O vídeo que documenta o culto de cura, publicado no YouTube em 2012, mostra em seguida outro fiel que, exibindo seu braço esquerdo, pega o microfone. “Eu tinha uma dor forte aqui. Quando o pastor orou, senti um imenso calor e ele começou a tremer”, diz.

O “pastor Jorge” que despertava tanta devoção nos fiéis é Jorge Mercedes Cedeño. Ele tinha sua própria igreja chamada El Rugido del León (O Rugido do Leão), no leste da República Dominicana. O Rugido do Leão também estava presente na Colômbia, e o dominicano visitou o país em diversas ocasiões como pregador convidado, segundo notícias da época. O dominicano também era membro da ONG Organização Paz Colombiana, presidida pelo pastor colombiano Orlando Arce Ortiz, que dizia ser bispo anglicano e era líder de outra igreja no país.

Os dois foram presos pela polícia colombiana em maio de 2015, suspeitos de lavagem de dinheiro por meio das igrejas e da ONG. A Procuradoria-Geral da Colômbia depois acusou o “pastor Jorge” de “ter usado seu papel de líder religioso para adquirir bens no exterior em troca de grandes quantidades de dinheiro que foram enviadas ao seu país como supostas oferendas de fiéis”.

Arce Ortiz foi acusado de administrar a logística, a documentação e as conexões políticas nas operações de lavagem de dinheiro.

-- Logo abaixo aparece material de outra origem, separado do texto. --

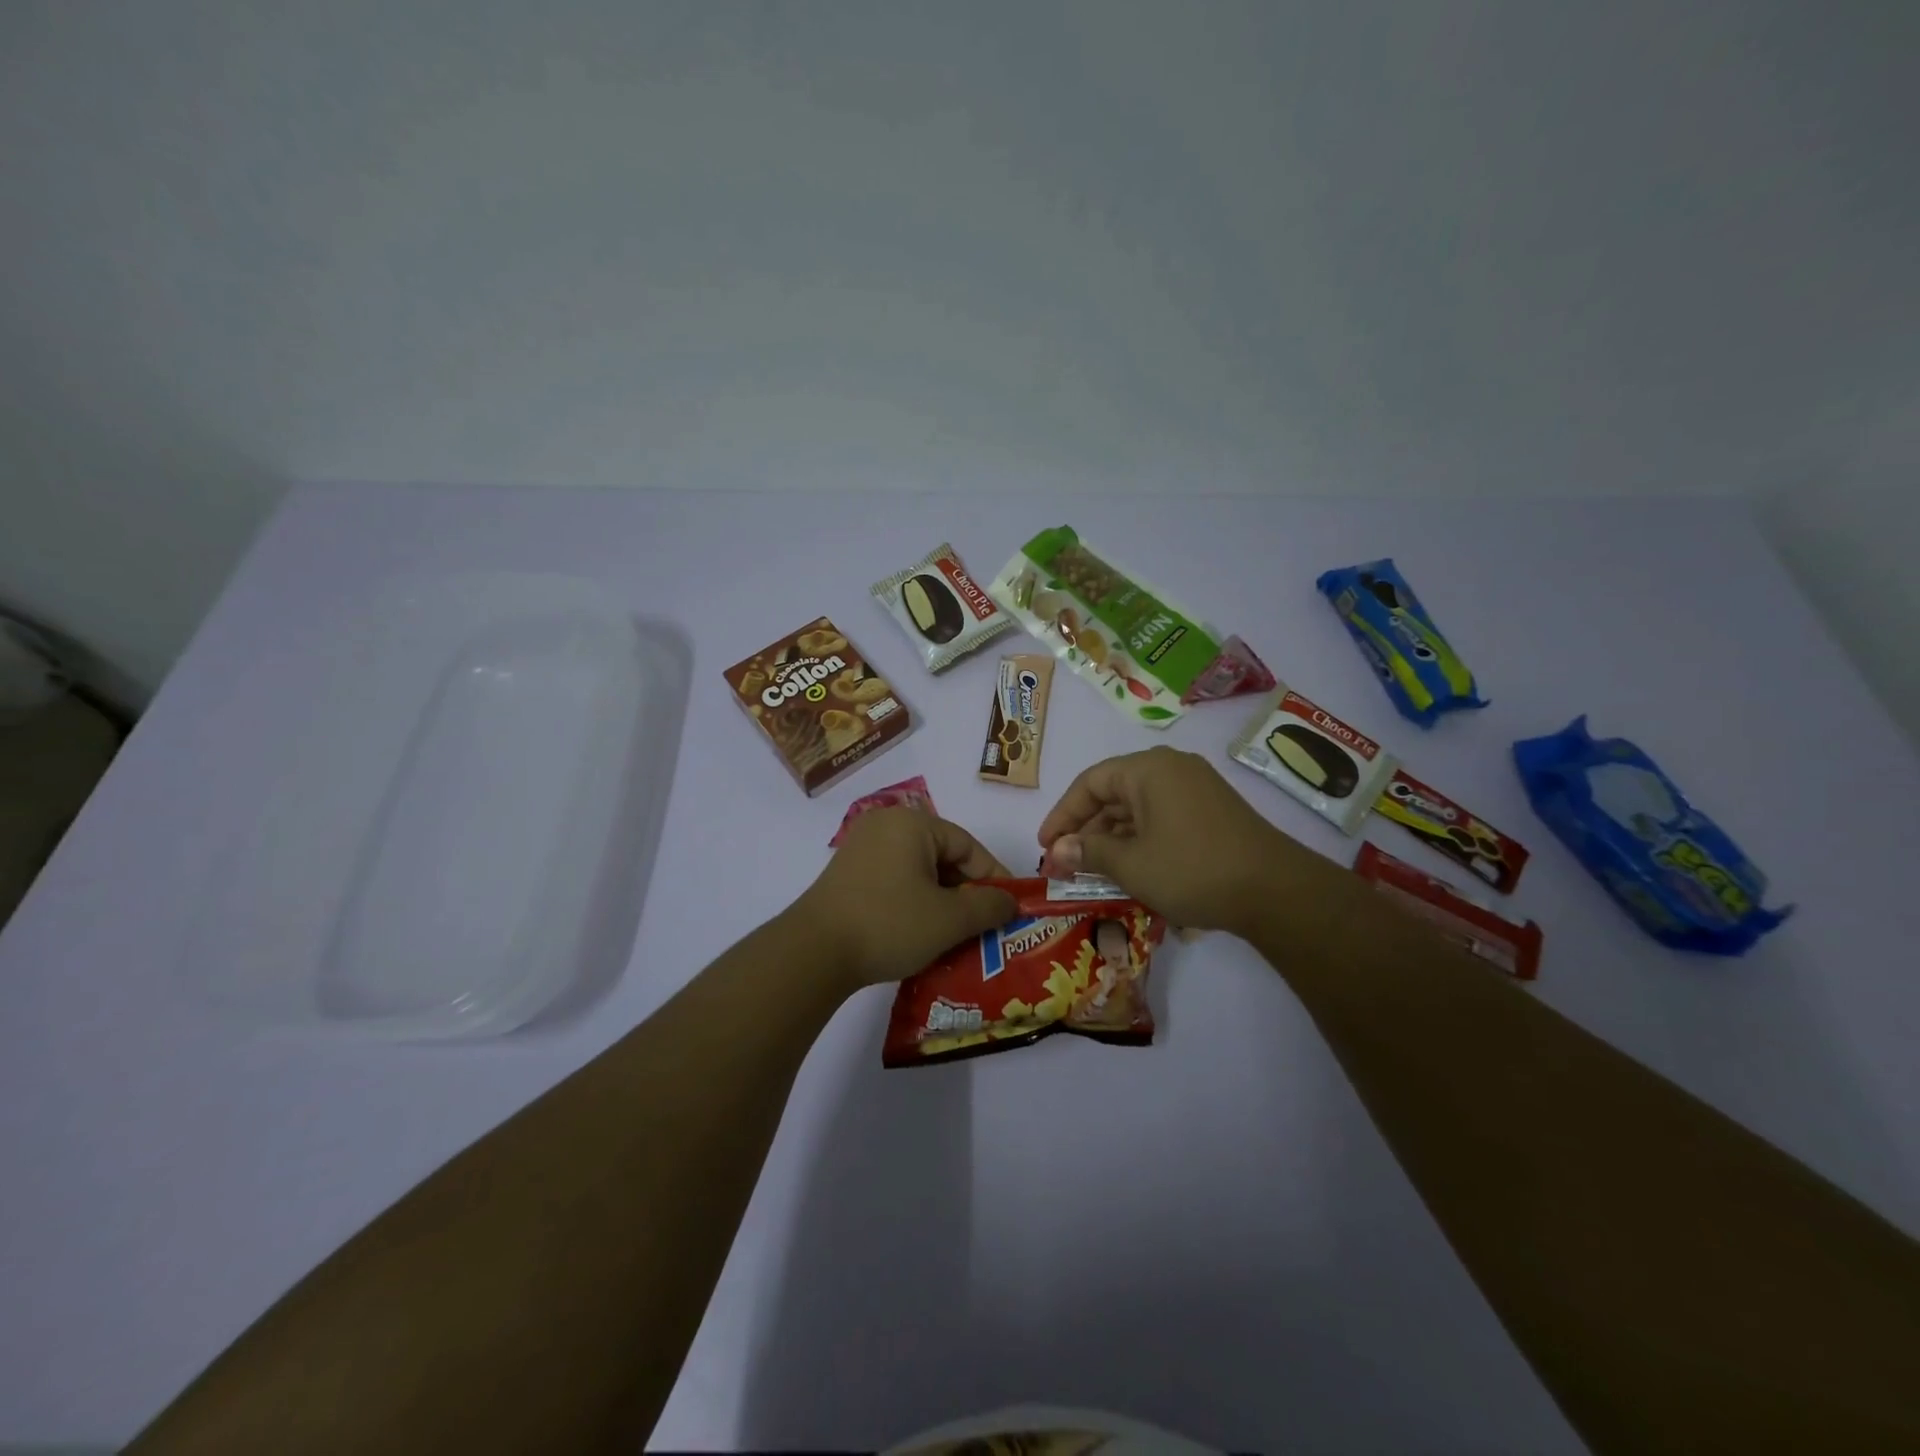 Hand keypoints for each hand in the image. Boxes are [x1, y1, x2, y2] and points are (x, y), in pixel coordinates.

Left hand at [791, 808, 1017, 990]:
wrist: (814, 953)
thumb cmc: (889, 924)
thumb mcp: (949, 919)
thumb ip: (989, 906)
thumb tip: (1010, 902)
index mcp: (912, 823)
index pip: (968, 846)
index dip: (994, 878)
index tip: (1010, 909)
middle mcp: (886, 825)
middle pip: (943, 856)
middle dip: (967, 893)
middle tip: (985, 926)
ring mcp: (862, 849)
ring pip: (919, 872)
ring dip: (942, 901)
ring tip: (958, 935)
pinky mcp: (848, 874)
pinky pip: (896, 881)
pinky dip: (915, 903)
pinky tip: (924, 933)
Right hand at [1037, 746, 1306, 934]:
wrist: (1275, 891)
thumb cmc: (1192, 869)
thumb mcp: (1131, 864)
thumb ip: (1088, 853)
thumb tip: (1056, 852)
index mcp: (1148, 769)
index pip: (1089, 783)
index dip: (1062, 815)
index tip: (1046, 846)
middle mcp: (1171, 769)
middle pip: (1113, 794)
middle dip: (1085, 831)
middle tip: (1064, 865)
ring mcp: (1195, 789)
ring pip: (1137, 809)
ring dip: (1112, 839)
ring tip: (1091, 872)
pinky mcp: (1211, 812)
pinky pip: (1161, 818)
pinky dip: (1139, 840)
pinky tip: (1129, 869)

Ambos se declararam responsáveis por administrar as finanças e comprar propriedades para Los Urabeños, um grupo liderado por Dairo Antonio Úsuga David, conhecido como "Otoniel". Atualmente chamado de Clã do Golfo pelo governo colombiano, trata-se de uma das organizações criminosas mais perigosas da Colômbia, com cerca de 1600 membros e responsável por centenas de sequestros e assassinatos de civis inocentes, segundo informações da polícia.

​Os dois homens criaram uma religião e enganaram fiéis que acreditavam honestamente em seus milagres para lavar o dinheiro sujo e manchado de sangue da rede de traficantes de drogas e de violações de direitos humanos da Colômbia. Regras frouxas ou inexistentes que protegem religiões permitiram a essa rede internacional ficar impune por vários anos.

Este é provavelmente o caso mais extremo de abuso de uma religião e da fé de seus seguidores encontrado pela investigação transfronteiriça Paraísos de Dinheiro e Fé, mas não é o único.

Columbia Journalism Investigations (CJI), o Centro Latinoamericano de Jornalismo Investigativo (CLIP), OCCRP e nove meios de comunicação da região encontraram vários outros casos —alguns comprovados e outros em investigação— que sugerem que há muitas conexões entre igrejas e líderes religiosos com atividades financeiras ilícitas.

A colaboração jornalística elaborou uma base de dados com casos judiciais recentes que relacionavam lavagem de dinheiro e delitos adjacentes —como tráfico de drogas— com grupos religiosos de quaisquer crenças e denominações nas Américas.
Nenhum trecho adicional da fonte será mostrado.